The Constructive Pessimist Is Not Optional
The Challenger archetype is the one most often left off teams — or more precisely, it’s the disposition that gets filtered out during team formation. Leaders assembling teams tend to favor people who are visibly enthusiastic about the work. Enthusiasm reads as commitment. Skepticism reads as resistance. And so the people who ask hard questions often don’t make the list.
This is a significant and underappreciated failure mode. The constructive pessimist isn’t someone who slows the team down. They’re someone who prevents the team from moving confidently toward a foreseeable wall.
Building this into your team design isn’t about finding people who are negative by nature. It’s about creating space for honest assessment of what might go wrong — and valuing that assessment rather than treating it as a morale problem. Make it explicit that skepticism is an asset. That framing changes how the person shows up and how the rest of the team receives their input.
Reframing What Subject Matter Experts Are For
None of this means domain experts don’t matter. They do — enormously. The question is how you deploy them.
Deep expertise is best suited for validation: stress-testing decisions, catching domain-specific errors, identifying edge cases that generalists would miss. That work is critical. It’s just not the same as the work of designing what comes next.
The most effective approach is to structure expert involvement as a deliberate advisory relationship — bringing SMEs in at key moments to pressure-test decisions, rather than embedding them in the core team where their attachment to the current state creates drag. This also tends to work better for the experts themselves. They remain genuinely valued and consulted, which matters for engagement and for the organizational relationships you’ll need when it’s time to implement.

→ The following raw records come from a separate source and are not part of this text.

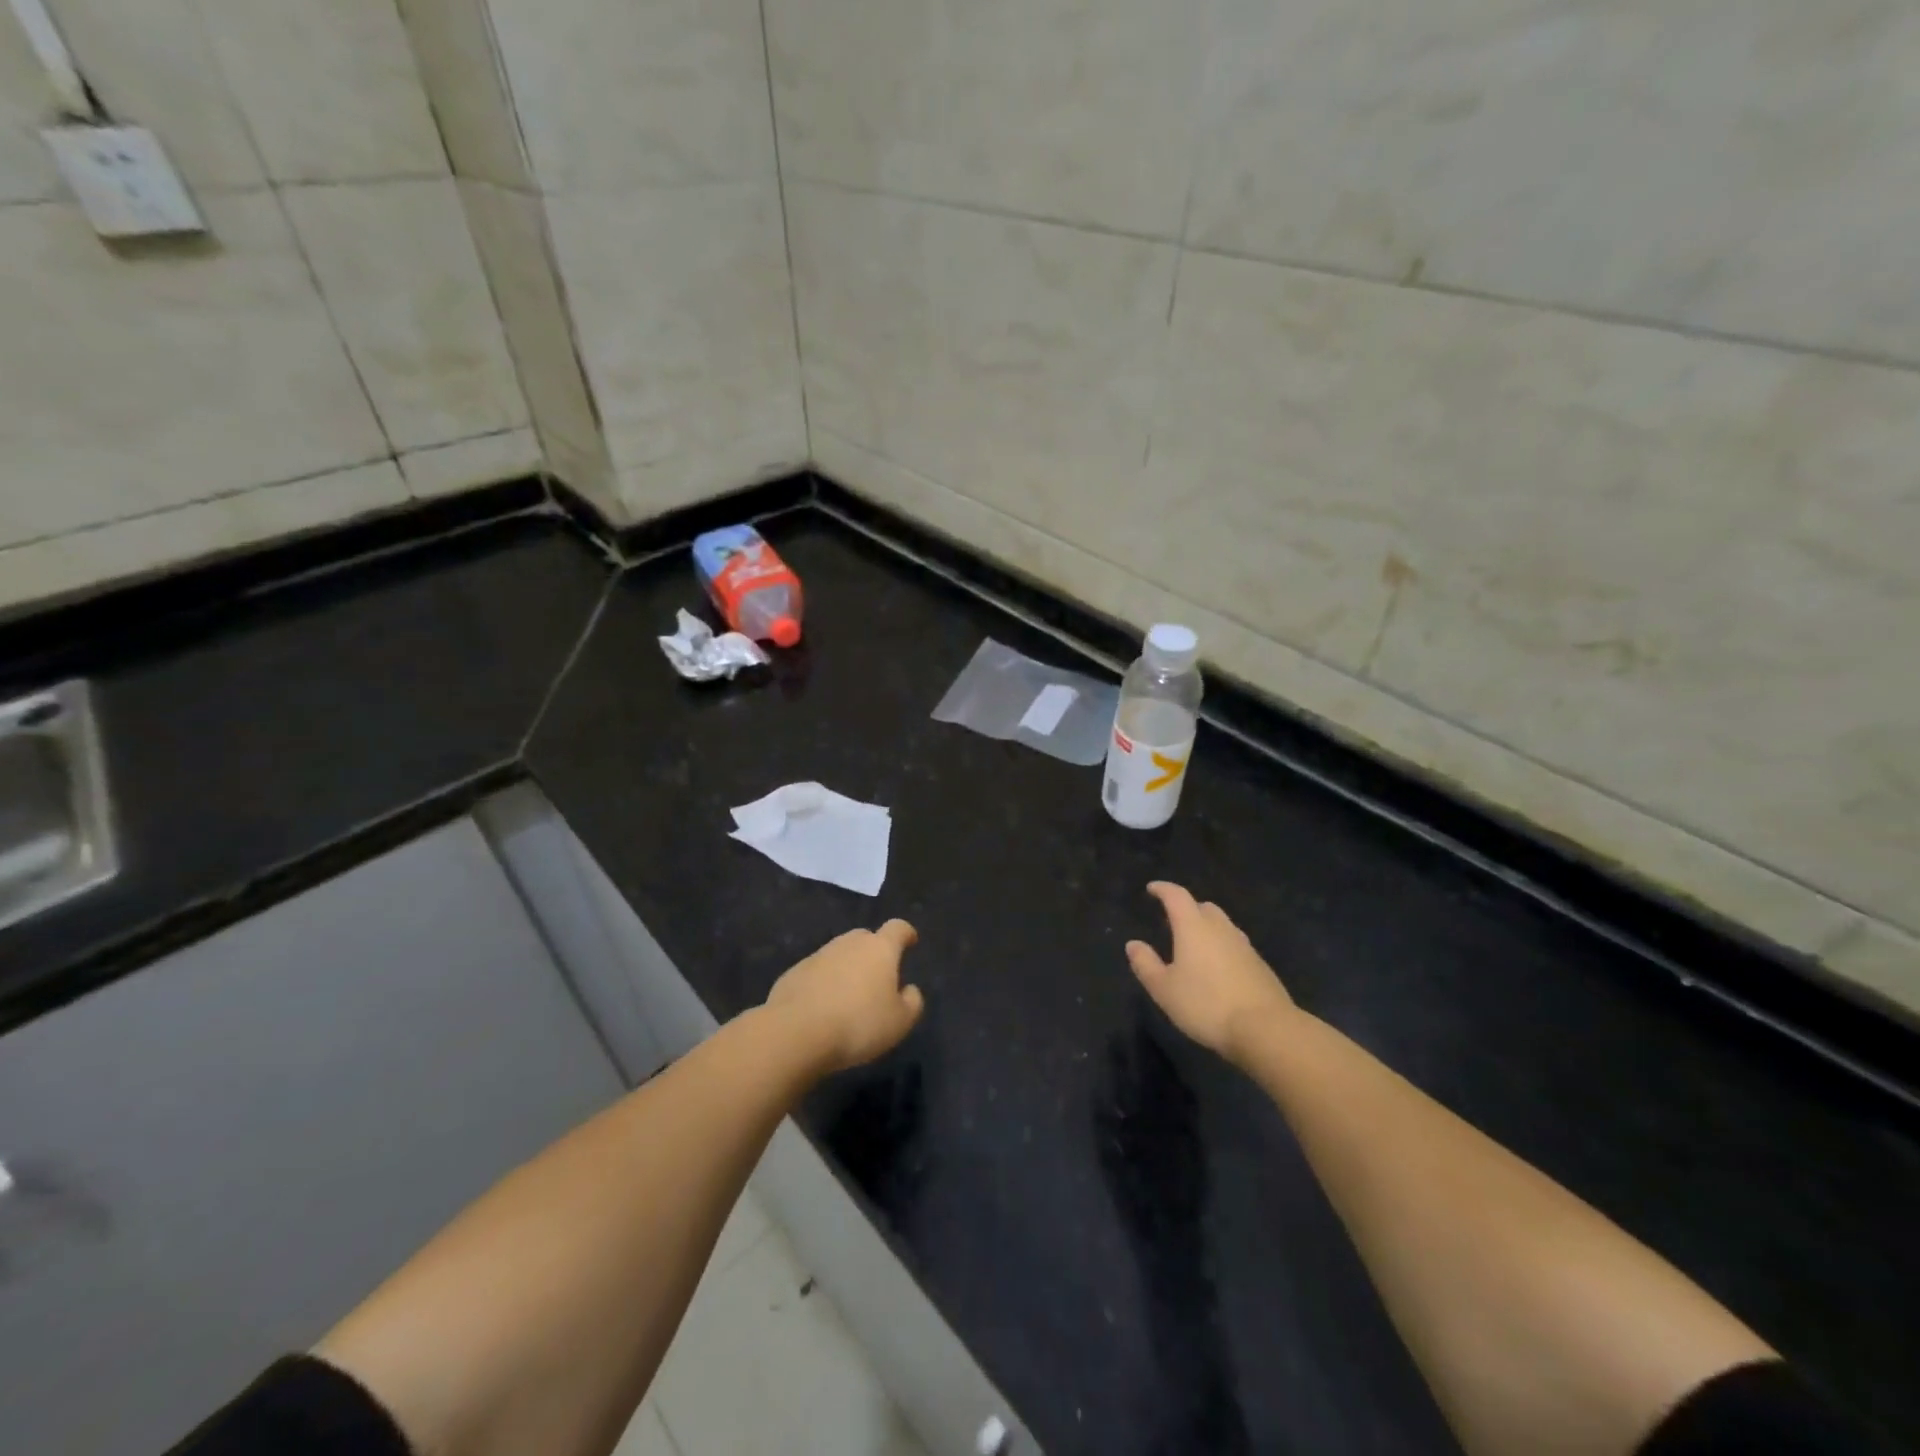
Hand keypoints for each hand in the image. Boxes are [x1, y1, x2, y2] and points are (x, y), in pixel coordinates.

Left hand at [766, 920, 925, 1072]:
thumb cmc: (858, 1024)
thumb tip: (909, 989)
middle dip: (874, 952)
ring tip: (849, 998)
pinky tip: (823, 1008)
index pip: (897, 928)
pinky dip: (824, 983)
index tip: (910, 941)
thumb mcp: (900, 1022)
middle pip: (866, 938)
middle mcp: (849, 943)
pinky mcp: (794, 972)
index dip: (906, 933)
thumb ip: (912, 1002)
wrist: (796, 1033)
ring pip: (839, 954)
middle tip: (878, 977)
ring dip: (847, 968)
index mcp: (879, 949)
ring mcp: (819, 955)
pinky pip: (817, 972)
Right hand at [1126, 883, 1295, 1062]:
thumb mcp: (1164, 989)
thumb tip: (1133, 944)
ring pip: (1223, 926)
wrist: (1266, 1029)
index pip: (1177, 896)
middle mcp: (1221, 929)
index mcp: (1194, 927)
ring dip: (1207, 928)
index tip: (1152, 889)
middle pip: (1203, 907)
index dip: (1163, 889)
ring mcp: (1244, 946)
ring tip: (1195, 945)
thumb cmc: (1206, 1005)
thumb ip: (1146, 964)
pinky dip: (1222, 947)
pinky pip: (1236, 945)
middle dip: (1187, 908)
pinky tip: (1217, 969)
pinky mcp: (1260, 965)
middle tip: (1173, 920)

Five Principles for Teams Designed to Succeed
Design for the work, not the org chart. Start from what the work actually requires — the cognitive range, the relational reach, the specific capabilities — and work backward to who belongs on the team.
Map the archetypes before you finalize the roster. A simple conversation about which archetypes are present and which are missing will surface gaps that credentials alone won’t reveal.

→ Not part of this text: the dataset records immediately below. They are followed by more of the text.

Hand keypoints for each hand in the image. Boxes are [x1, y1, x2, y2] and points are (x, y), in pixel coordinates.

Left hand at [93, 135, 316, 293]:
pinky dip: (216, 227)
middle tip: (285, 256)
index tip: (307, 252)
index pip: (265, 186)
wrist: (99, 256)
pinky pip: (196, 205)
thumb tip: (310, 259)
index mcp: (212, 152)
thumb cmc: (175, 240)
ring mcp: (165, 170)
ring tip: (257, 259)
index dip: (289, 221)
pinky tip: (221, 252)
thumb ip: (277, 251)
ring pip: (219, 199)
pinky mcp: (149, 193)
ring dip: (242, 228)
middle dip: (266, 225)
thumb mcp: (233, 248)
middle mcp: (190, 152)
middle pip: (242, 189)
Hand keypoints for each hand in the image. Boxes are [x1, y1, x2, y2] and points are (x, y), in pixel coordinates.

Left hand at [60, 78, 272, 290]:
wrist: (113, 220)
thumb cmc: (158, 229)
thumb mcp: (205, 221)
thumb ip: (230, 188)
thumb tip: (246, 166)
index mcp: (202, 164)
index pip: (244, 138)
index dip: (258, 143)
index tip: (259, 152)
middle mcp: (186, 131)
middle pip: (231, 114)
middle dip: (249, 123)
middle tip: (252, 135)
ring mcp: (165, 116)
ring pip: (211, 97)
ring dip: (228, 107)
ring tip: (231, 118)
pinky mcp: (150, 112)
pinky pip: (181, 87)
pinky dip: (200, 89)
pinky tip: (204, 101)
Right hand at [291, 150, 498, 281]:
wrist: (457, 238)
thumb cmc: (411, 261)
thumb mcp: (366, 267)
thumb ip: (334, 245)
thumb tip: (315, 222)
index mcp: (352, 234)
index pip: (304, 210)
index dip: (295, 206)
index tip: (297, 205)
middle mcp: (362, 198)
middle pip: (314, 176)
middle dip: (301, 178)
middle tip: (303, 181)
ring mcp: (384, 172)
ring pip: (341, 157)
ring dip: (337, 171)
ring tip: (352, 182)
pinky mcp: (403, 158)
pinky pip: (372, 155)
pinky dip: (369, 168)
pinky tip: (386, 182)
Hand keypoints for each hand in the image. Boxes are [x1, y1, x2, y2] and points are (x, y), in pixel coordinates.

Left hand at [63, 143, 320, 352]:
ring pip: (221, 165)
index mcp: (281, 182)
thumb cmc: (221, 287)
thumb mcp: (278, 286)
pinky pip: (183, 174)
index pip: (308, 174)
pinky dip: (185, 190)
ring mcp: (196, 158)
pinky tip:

Reframe your SMEs’ role deliberately. Don’t sideline them — that creates resentment and loses valuable knowledge. Create a structured advisory relationship that uses their expertise at the right moments.
Invite the constructive pessimist. Find someone who will name the risks clearly and stay engaged with solving them. Their skepticism, well-positioned, is your best insurance policy.

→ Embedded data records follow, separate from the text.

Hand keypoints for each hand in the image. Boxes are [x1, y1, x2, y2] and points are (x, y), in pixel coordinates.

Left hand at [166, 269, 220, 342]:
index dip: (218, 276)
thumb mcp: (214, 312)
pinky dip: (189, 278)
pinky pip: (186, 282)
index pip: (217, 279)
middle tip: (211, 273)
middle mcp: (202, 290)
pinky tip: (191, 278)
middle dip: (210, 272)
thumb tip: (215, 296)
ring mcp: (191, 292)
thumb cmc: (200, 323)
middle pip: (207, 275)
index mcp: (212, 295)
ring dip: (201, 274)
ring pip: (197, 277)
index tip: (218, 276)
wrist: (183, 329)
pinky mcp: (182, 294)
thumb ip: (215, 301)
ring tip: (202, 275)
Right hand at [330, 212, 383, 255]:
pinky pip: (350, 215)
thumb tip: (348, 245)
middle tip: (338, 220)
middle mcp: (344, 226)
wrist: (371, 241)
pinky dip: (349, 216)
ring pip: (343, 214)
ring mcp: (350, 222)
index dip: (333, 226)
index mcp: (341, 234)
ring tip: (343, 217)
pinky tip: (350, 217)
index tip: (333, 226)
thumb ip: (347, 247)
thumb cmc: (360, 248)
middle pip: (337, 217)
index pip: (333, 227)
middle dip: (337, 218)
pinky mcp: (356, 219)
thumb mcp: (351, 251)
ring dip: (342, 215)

Hold the outcome in view throughout. Team composition isn’t a one-time decision. As the work evolves, what the team needs will change. Stay attentive to whether the people around the table are still the right people for the current phase.
Teams Are Designed, Not Assembled
The best teams I’ve been part of weren’t assembled by default. They were designed with intention, awareness of what the work required, and enough friction built in to prevent groupthink from going unchallenged.
The next time you’re forming a team, the questions worth sitting with aren’t just “who’s available?” or “who knows this area best?” They’re: What kind of work is ahead? What range of thinking does this challenge actually require? Who will challenge our blind spots before they become expensive mistakes?
The right team for the moment is rarely a roster of the most individually impressive players. It’s a system — designed to do something specific, together, under pressure. That’s the work of team design. And it starts before the project begins.